Terrifying Enemies and Opiates of the Masses
To start, consider the link between anxiety and addiction. In short: an addiction is a means of controlling anxiety. The addict reaches for the needle, of whatever sort, in response to awareness of powerlessness relative to some internal or external circumstance. The alteration of awareness holds out the prospect of escape, and thus, control of what is otherwise uncontrollable.
Remember the ending of Terry Gilliam’s movie Brazil, where the protagonist – after a series of prophetically erotic dreams – becomes involved in a revolution against a tyrannical state? This lands him locked in the torture chamber, at the mercy of a professional sadist so thoroughly remade by the state that mercy is not even a memory. There’s no way out, except he finds a way out, within his own imagination.
This is what we might call the gnostic escape, insofar as we regard it as a real possibility. More generally, it is the delusion the addict unsuccessfully pursues.
Anyway, point being, addiction beckons in the face of profound feelings of hopelessness; and this addiction doesn’t have to have anything to do with a substance. We make our own drugs, within our own bodies, simply by making sense of the world. What I’m getting at is the idea of worldview as a drug. More specifically, the drug of worldview as an addiction employed in the face of persistent anxiety.
With this in mind, we might consider an obvious means of controlling large groups of people by exploiting their feelings of powerlessness; offering, rather than any real means of effecting control, an addictive escape into the certainty of a particular worldview. The conspiracy aficionados might break it down this way:
Problem: A world terrifyingly beyond control
Reaction: Anxiety, depression and despair
Solution: Some worldview that makes sense of everything and holds out the prospect of control.
Trump and the Mueller investigation demonstrate this pattern perfectly. Trump is the reality tens of millions of people find terrifyingly beyond control. The anxiety, depression and despair his election brought are too well-known to need proof. So, we might just look at the way the Resistors leap to every event as a sign of the approaching Mueller Millennium. The promised time, that is, when Justice rides in like Buff Jesus, to bring the world back under control, rewarding the virtuous and consigning the evil-doers to the Lake of Fire.
Of course this pattern isn’t limited to the Left. It’s the dominant social form in the Age of Addiction, the chaotic boundary between Pisces and Aquarius. But let’s set the astrological metaphor aside…
Point being: we are constantly being sold the prospect of making sense, as a solution to the overwhelming feelings of anxiety brought about by awareness of a world terrifyingly beyond control. As Roger Waters put it some decades ago:
Is it any wonder, that the monkey’s confused?
He says, “Mama, the President’s a fool.
Why do I have to keep reading these technical manuals?”

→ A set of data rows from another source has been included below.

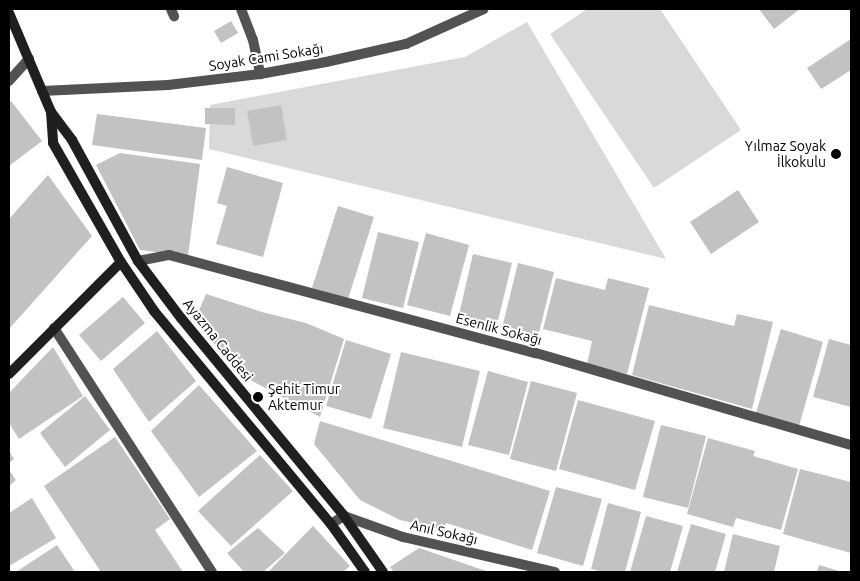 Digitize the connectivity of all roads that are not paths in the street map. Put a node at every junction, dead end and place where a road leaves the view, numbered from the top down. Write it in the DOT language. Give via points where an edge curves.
graph roads {
  1 [pos="241,9"];
  2 [pos="479,10"];
  3 [pos="9,14"];
  4 [pos="29,59"];
  5 [pos="260,74"];
  6 [pos="9,81"];
  7 [pos="42,91"];
  8 [pos="51,112"];
  9 [pos="121,262"];
  10 [pos="138,262"];
  11 [pos="54,328"];
  12 [pos="9,374"];
  13 [pos="851,444"];
  14 [pos="344,516"];
  15 [pos="331,524"];
  16 [pos="212,572"];
  17 [pos="365,572"];
  18 [pos="383,572"];
  19 [pos="555,572"];
  1 -- 5 [label="street" via="253,40"];
  2 -- 5 [label="street, Soyak Cami Sokağı" via="406,44"];
  3 -- 4 [label="street, Ayazma Caddesi"];
  4 -- 6 [label="street"];
  4 -- 7 [label="street, Ayazma Caddesi"];
  5 -- 7 [label="street, Soyak Cami Sokağı" via="168,85"];
  7 -- 8 [label="street, Ayazma Caddesi"];
  8 -- 9 [label="street, Ayazma Caddesi" via="53,143"];
  8 -- 10 [label="street, Ayazma Caddesi" via="72,140"];
  9 -- 10 [label="street"];
  9 -- 11 [label="street"];
  9 -- 15 [label="street, Ayazma Caddesi" via="154,311"];
  10 -- 13 [label="street, Esenlik Sokağı" via="169,255 536,353"];
  10 -- 14 [label="street, Ayazma Caddesi"];
  11 -- 12 [label="street"];
  11 -- 16 [label="street"];
  14 -- 15 [label="street"];
  14 -- 18 [label="street, Ayazma Caddesi"];
  14 -- 19 [label="street, Anıl Sokağı" via="403,537"];
  15 -- 17 [label="street, Ayazma Caddesi"];
} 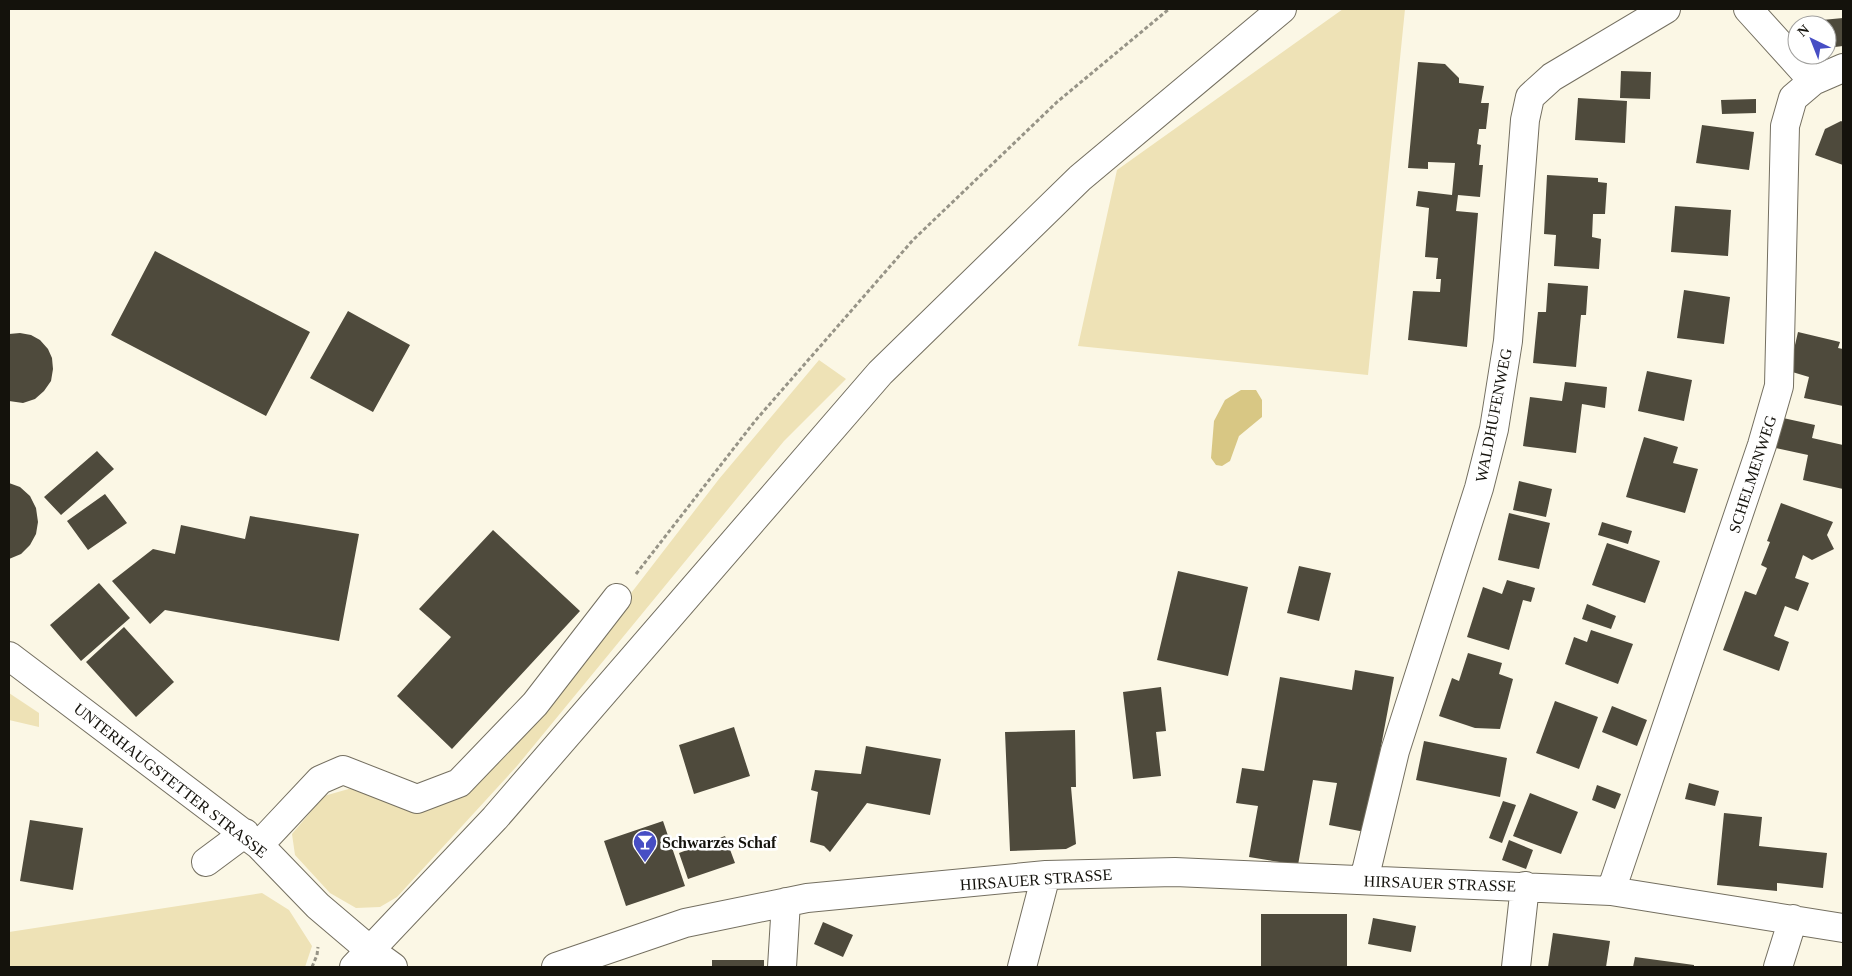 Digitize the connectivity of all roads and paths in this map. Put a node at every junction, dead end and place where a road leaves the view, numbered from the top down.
1 (1169, 9) edge
2 (1282, 9) edge
3 (1666, 9) edge
4 (1748, 9) edge
5 (1843, 68) edge
6 (1813, 82) junction
7 (617, 598) joint
8 (9, 656) edge
9 (252, 839) junction
10 (206, 862) dead end
11 (1046, 876) junction
12 (1364, 880) junction
13 (1525, 886) junction
14 (1611, 891) junction
15 (786, 902) junction
16 (1793, 919) junction
17 (1843, 928) edge
18 (362, 959) edge
19 (393, 967) edge
20 (556, 967) edge
21 (782, 967) edge
22 (1022, 967) edge
23 (1516, 967) edge
24 (1778, 967) edge

1 - 7 path
2 - 18 street
3 - 12 street, WALDHUFENWEG
4 - 6 street
5 - 6 street, SCHELMENWEG
6 - 14 street, SCHELMENWEG
7 - 9 street
8 - 9 street, UNTERHAUGSTETTER STRASSE
9 - 10 street
9 - 18 street, UNTERHAUGSTETTER STRASSE
11 - 12 street, HIRSAUER STRASSE
11 - 15 street, HIRSAUER STRASSE
11 - 22 street
12 - 13 street, HIRSAUER STRASSE
13 - 14 street, HIRSAUER STRASSE
13 - 23 street, HIRSAUER STRASSE
14 - 16 street, HIRSAUER STRASSE
15 - 20 street, HIRSAUER STRASSE
15 - 21 street
16 - 17 street, HIRSAUER STRASSE
16 - 24 street
18 - 19 street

And the Joint Chiefs of Staff and the brokers on Wall Street say,
“Don’t make us laugh, you’re a smart kid.
Time is linear,
memory’s a stranger,
history’s for fools,
man is a tool,
in the hands of the Great God Almighty.”
And they gave him command of a nuclear submarine,
and sent him back in search of
the Garden of Eden.
That might not make the situation any clearer in the moment. Might even muddy the waters. It’s just so brilliant that I can’t resist.
This addiction to narrative is at the heart of what is called ideological possession, Left or Right. Gun advocate or gun control advocate. Hence, for example, Jordan Peterson’s best-selling book aims to provide a framework for achieving a degree of control over our individual lives, so as to render people less susceptible to the siren song of ideology, less in need of an escape from their own powerlessness, less in need of abolishing reality in order to feel ok.